Your assignment:
Repeat the records exactly. Leave out the pictures.

Dataset entries

------------------------------------------------------------------------

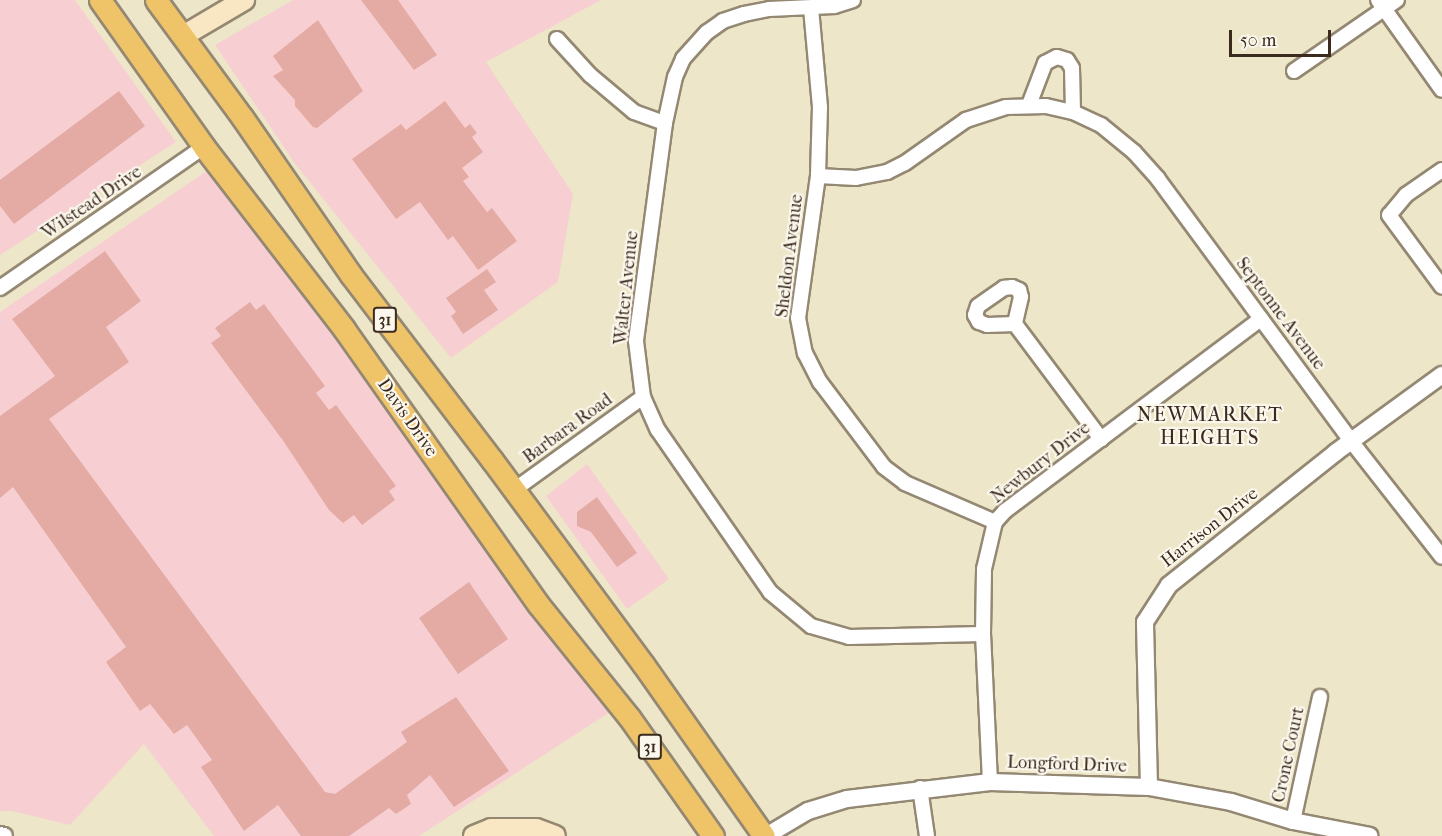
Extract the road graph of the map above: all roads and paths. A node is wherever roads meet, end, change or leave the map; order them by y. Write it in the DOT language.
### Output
graph roads {
  1 [pos="100,0"];
  2 [pos="156,0"];
  3 [pos="244,0"];
  4 [pos="853,0"];
  5 [pos="1397,0"];
  6 [pos="1381,5"];
  7 [pos="811,8"];
  8 [pos="183,36"];
  9 [pos="557,39"];
  10 [pos="1294,71"];
  11 [pos="1442,90"];
  12 [pos="1029,105"];
  13 [pos="1073,112"];
  14 [pos="665,123"];
  15 [pos="204,147"];
  16 [pos="1442,170"];
  17 [pos="818,176"];
  18 [pos="1442,287"];
  19 [pos="0,288"];
  20 [pos="1262,319"];
  21 [pos="1015,324"];
  22 [pos="1442,375"];
  23 [pos="643,397"];
  24 [pos="1101,439"];
  25 [pos="1351,441"];
  26 [pos="514,490"];
  27 [pos="995,522"];
  28 [pos="1442,557"];
  29 [pos="983,634"];
  30 [pos="1320,698"];
  31 [pos="990,782"];
  32 [pos="1149,787"];
  33 [pos="920,788"];
  34 [pos="1293,821"];
  35 [pos="474,836"];
  36 [pos="555,836"];
  37 [pos="713,836"];
  38 [pos="765,836"];
  39 [pos="927,836"];
  40 [pos="1370,836"];
  1 -- 15 [label="main road, Davis Drive / 31"];
  2 -- 8 [label="main road, 31"];
  3 -- 8 [label="main road"];
  4 -- 7 [label="street, Walter Avenue"];
  5 -- 6 [label="street"];
  6 -- 10 [label="street"];
  6 -- 11 [label="street"];
  7 -- 14 [label="street, Walter Avenue"];
  7 -- 17 [label="street, Sheldon Avenue"];
  8 -- 26 [label="main road, 31"];
  9 -- 14 [label="street"];
  12 -- 13 [label="street, Septonne Avenue"];
  12 -- 13 [label="street"];
  12 -- 17 [label="street, Septonne Avenue"];
  13 -- 20 [label="street, Septonne Avenue"];
  14 -- 23 [label="street, Walter Avenue"];
  15 -- 19 [label="street, Wilstead Drive"];
  15 -- 37 [label="main road, Davis Drive / 31"];
  16 -- 18 [label="street"];
  17 -- 27 [label="street, Sheldon Avenue"];
  20 -- 24 [label="street, Newbury Drive"];
  20 -- 25 [label="street, Septonne Avenue"];
  21 -- 21 [label="street"];
  21 -- 24 [label="street"];
  22 -- 25 [label="street, Harrison Drive"];
  23 -- 26 [label="street, Barbara Road"];
  23 -- 29 [label="street, Walter Avenue"];
  24 -- 27 [label="street, Newbury Drive"];
  25 -- 28 [label="street, Septonne Avenue"];
  25 -- 32 [label="street, Harrison Drive"];
  26 -- 38 [label="main road, 31"];
  27 -- 29 [label="street, Newbury Drive"];
  29 -- 31 [label="street, Newbury Drive"];
  30 -- 34 [label="street, Crone Court"];
  31 -- 32 [label="street, Longford Drive"];
  31 -- 33 [label="street, Longford Drive"];
  32 -- 34 [label="street, Longford Drive"];
  33 -- 38 [label="street, Longford Drive"];
  33 -- 39 [label="street"];
  34 -- 40 [label="street, Longford Drive"];
  35 -- 36 [label="main road"];
}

------------------------------------------------------------------------

Written solution:
Extract the road graph of the map above: all roads and paths. A node is wherever roads meet, end, change or leave the map; order them by y. Write it in the DOT language.
### Output
graph roads {
  1 [pos="100,0"];
  2 [pos="156,0"];
  3 [pos="244,0"];
  4 [pos="853,0"];
  5 [pos="1397,0"];
  6 [pos="1381,5"];
  7 [pos="811,8"];
  8 [pos="183,36"];
  9 [pos="557,39"];
  10 [pos="1294,71"];
  11 [pos="1442,90"];
  12 [pos="1029,105"];
  13 [pos="1073,112"];
  14 [pos="665,123"];
  15 [pos="204,147"];
  16 [pos="1442,170"];
  17 [pos="818,176"];
  18 [pos="1442,287"];
  19 [pos="0,288"];
  20 [pos="1262,319"];
  21 [pos="1015,324"];
  22 [pos="1442,375"];
  23 [pos="643,397"];
  24 [pos="1101,439"];
  25 [pos="1351,441"];
  26 [pos="514,490"];
  27 [pos="995,522"];
  28 [pos="1442,557"];
  29 [pos="983,634"];
  30 [pos="1320,698"];
  31 [pos="990,782"];
  32 [pos="1149,787"];
  33 [pos="920,788"];
  34 [pos="1293,821"];
  35 [pos="474,836"];
  36 [pos="555,836"];
  37 [pos="713,836"];
  38 [pos="765,836"];
  39 [pos="927,836"];
  40 [pos="1370,836"];
  1 -- 15 [label="main road, Davis Drive / 31"];
  2 -- 8 [label="main road, 31"];
  3 -- 8 [label="main road"];
  4 -- 7 [label="street, Walter Avenue"];
  5 -- 6 [label="street"];
  6 -- 10 [label="street"];
  6 -- 11 [label="street"];
  7 -- 14 [label="street, Walter Avenue"];
  7 -- 17 [label="street, Sheldon Avenue"];
  8 -- 26 [label="main road, 31"];
  9 -- 14 [label="street"];
  12 -- 13 [label="street, Septonne Avenue"];
  12 -- 13 [label="street"];
  12 -- 17 [label="street, Septonne Avenue"];
  13 -- 20 [label="street, Septonne Avenue"];
  14 -- 23 [label="street, Walter Avenue"];
  15 -- 19 [label="street, Wilstead Drive"];
  15 -- 37 [label="main road, Davis Drive / 31"];
  16 -- 18 [label="street"];
  17 -- 27 [label="street, Sheldon Avenue"];
  20 -- 24 [label="street, Newbury Drive"];
  20 -- 25 [label="street, Septonne Avenue"];
  21 -- 21 [label="street"];
  21 -- 24 [label="street"];
  22 -- 25 [label="street, Harrison Drive"];
  23 -- 26 [label="street, Barbara Road"];
  23 -- 29 [label="street, Walter Avenue"];
  24 -- 27 [label="street, Newbury Drive"];
  25 -- 28 [label="street, Septonne Avenue"];
  25 -- 32 [label="street, Harrison Drive"];
  26 -- 38 [label="main road, 31"];
  27 -- 29 [label="street, Newbury Drive"];
  29 -- 31 [label="street, Newbury Drive"];
  30 -- 34 [label="street, Crone Court"];
  31 -- 32 [label="street, Longford Drive"];
  31 -- 33 [label="street, Longford Drive"];
  32 -- 34 [label="street, Longford Drive"];
  33 -- 38 [label="street, Longford Drive"];
  33 -- 39 [label="street"];
  34 -- 40 [label="street, Longford Drive"];
  35 -- 36 [label="main road"];
}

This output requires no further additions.